In the material below, list every line carrying the string "lane".

_Dataset extract:_
# # #

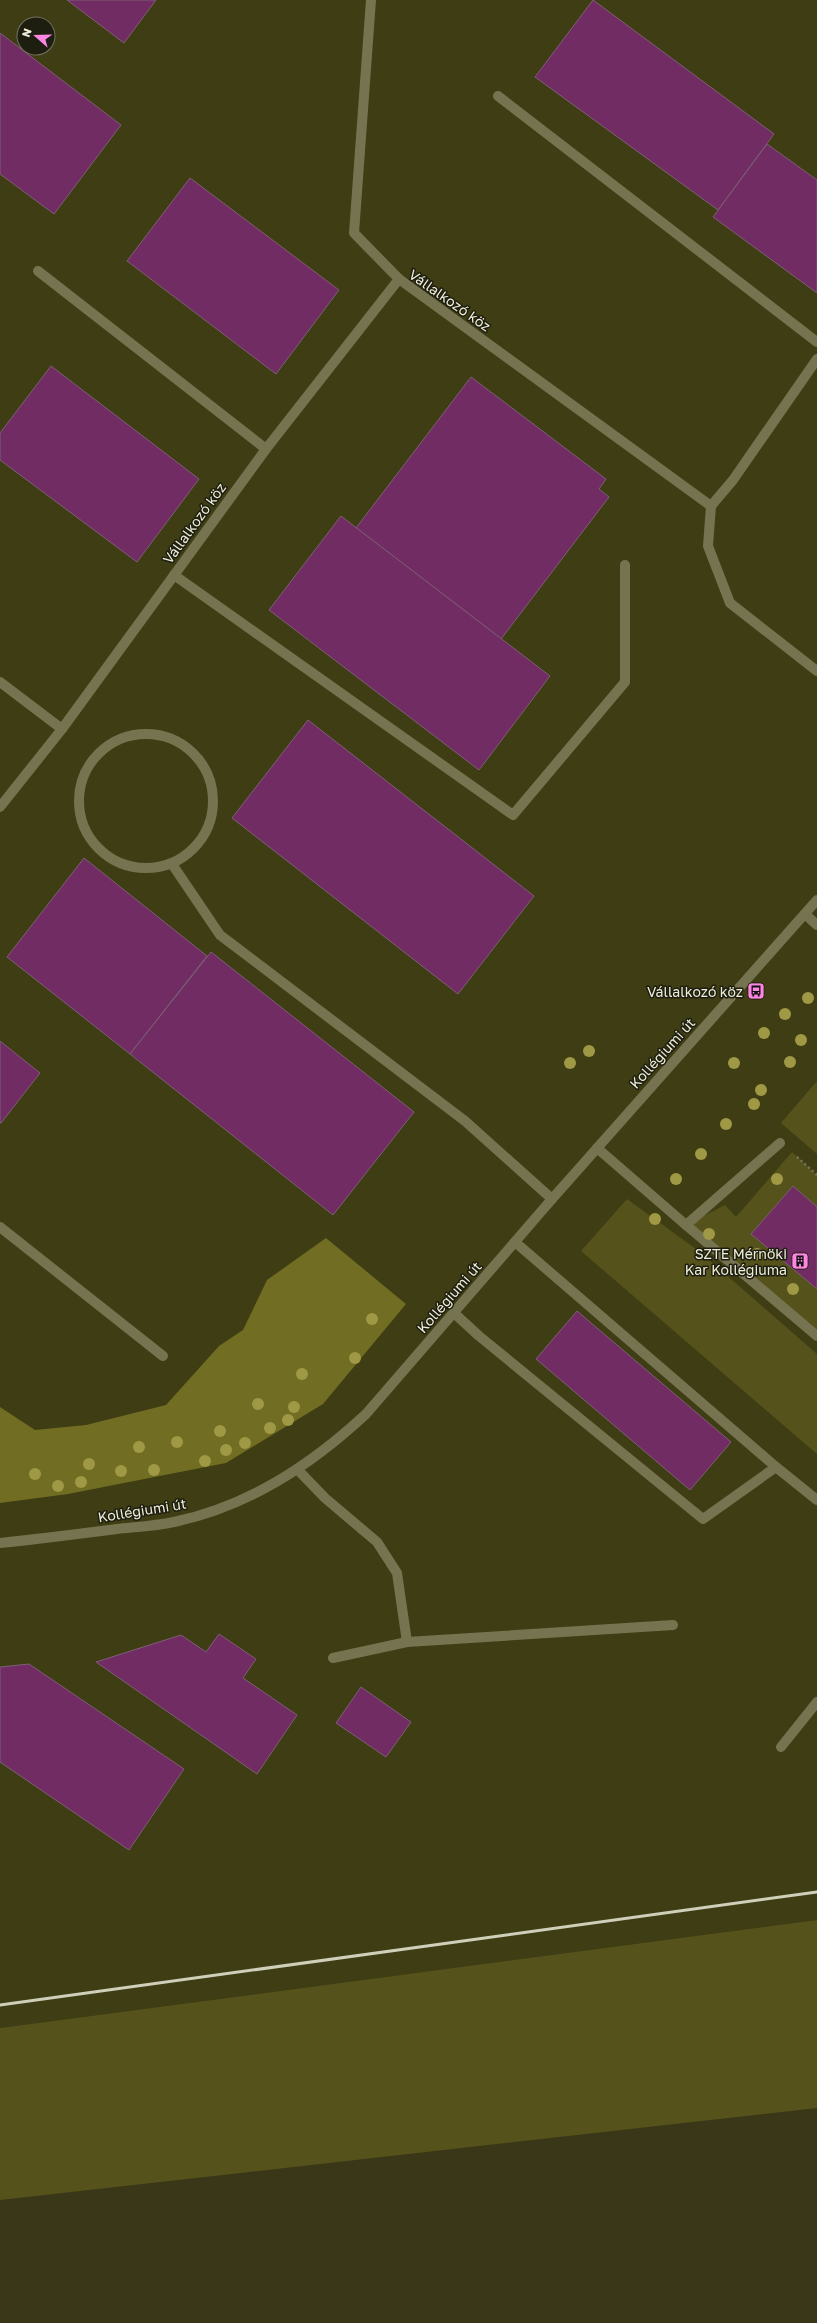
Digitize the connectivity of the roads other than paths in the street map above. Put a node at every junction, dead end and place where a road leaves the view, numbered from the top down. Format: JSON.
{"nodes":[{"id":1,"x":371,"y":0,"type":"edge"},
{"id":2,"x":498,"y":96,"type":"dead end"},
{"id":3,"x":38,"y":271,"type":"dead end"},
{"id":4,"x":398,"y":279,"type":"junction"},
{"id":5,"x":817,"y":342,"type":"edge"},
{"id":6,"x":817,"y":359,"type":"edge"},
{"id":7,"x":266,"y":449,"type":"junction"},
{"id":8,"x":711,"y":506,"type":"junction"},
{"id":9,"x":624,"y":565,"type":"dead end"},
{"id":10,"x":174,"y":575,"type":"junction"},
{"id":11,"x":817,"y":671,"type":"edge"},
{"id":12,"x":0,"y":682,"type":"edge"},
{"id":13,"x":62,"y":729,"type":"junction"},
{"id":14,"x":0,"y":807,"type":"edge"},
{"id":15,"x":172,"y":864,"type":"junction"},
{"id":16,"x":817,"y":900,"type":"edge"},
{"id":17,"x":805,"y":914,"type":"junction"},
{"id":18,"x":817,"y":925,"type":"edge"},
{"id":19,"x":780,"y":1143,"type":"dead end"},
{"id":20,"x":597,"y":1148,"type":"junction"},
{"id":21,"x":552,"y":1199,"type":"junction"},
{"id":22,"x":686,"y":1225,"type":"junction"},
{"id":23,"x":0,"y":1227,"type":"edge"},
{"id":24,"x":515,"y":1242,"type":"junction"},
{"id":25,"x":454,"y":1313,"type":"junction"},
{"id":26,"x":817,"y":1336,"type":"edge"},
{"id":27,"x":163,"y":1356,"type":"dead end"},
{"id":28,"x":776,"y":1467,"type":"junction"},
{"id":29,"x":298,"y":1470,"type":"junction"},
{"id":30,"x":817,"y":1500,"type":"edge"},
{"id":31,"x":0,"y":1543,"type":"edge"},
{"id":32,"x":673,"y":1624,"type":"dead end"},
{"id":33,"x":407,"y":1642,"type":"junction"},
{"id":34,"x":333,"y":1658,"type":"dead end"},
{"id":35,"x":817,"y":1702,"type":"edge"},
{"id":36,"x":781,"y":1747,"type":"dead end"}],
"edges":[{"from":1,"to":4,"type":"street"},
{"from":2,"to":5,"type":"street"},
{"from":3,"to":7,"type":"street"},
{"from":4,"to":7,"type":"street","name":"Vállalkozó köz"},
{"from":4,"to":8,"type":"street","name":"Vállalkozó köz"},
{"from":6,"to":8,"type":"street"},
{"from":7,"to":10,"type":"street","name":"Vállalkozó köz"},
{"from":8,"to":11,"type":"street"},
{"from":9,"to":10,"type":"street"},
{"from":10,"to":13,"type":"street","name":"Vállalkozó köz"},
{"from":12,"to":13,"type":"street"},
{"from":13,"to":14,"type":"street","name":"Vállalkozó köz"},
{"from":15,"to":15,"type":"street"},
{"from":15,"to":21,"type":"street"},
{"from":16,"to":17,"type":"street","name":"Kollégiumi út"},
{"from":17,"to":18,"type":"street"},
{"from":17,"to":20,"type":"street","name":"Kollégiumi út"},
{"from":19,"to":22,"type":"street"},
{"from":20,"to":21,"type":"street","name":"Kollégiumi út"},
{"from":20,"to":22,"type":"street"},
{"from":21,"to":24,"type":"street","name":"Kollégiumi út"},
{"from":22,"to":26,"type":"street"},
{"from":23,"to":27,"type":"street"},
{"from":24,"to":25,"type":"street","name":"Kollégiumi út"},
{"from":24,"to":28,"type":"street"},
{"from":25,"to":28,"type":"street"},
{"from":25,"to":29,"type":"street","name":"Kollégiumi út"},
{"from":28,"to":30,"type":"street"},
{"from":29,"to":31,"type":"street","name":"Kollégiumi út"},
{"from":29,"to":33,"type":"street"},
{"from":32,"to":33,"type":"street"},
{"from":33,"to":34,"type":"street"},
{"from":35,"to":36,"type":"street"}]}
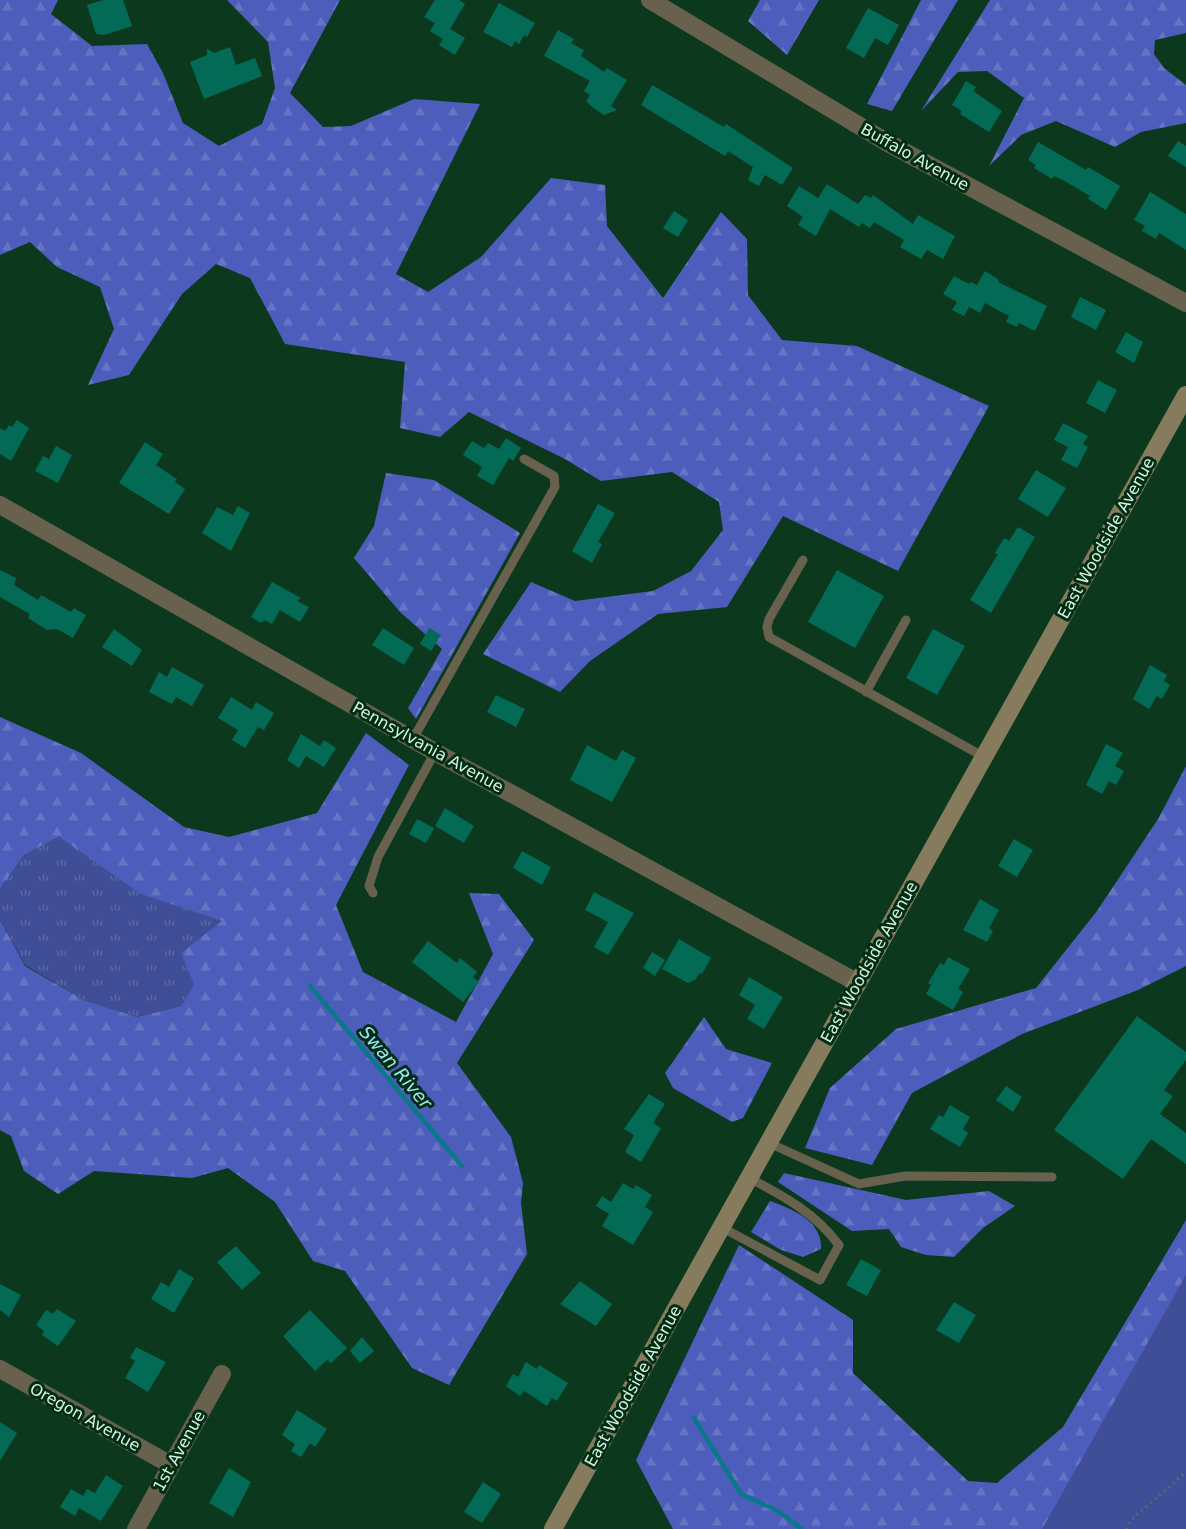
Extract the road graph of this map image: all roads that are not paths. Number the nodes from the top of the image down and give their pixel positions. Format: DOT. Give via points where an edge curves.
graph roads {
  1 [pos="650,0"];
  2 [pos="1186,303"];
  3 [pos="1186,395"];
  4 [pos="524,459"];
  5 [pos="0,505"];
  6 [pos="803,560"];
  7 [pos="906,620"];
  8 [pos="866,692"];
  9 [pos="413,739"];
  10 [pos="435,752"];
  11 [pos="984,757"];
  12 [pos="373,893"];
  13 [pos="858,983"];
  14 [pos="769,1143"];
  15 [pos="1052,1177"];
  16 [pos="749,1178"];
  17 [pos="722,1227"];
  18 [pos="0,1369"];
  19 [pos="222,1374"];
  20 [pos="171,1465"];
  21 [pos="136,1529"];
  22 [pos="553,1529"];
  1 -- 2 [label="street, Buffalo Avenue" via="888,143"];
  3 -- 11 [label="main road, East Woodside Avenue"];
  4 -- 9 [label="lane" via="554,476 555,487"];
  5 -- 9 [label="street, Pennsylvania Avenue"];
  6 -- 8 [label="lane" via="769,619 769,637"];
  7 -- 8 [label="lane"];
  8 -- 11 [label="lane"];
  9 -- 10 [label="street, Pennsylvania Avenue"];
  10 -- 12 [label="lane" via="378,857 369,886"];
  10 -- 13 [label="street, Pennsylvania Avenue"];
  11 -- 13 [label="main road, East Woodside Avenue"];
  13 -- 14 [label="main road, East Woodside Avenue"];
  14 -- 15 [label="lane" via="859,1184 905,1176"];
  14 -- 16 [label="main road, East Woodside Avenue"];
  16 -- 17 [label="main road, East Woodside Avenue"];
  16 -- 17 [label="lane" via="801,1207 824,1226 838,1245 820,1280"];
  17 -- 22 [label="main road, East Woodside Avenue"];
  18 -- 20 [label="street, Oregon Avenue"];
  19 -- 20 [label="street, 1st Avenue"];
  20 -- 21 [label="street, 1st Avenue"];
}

# # #

_Answer to this task:_
  4 -- 9 [label="lane" via="554,476 555,487"];
  6 -- 8 [label="lane" via="769,619 769,637"];
  7 -- 8 [label="lane"];
  8 -- 11 [label="lane"];
  10 -- 12 [label="lane" via="378,857 369,886"];
  14 -- 15 [label="lane" via="859,1184 905,1176"];
  16 -- 17 [label="lane" via="801,1207 824,1226 838,1245 820,1280"];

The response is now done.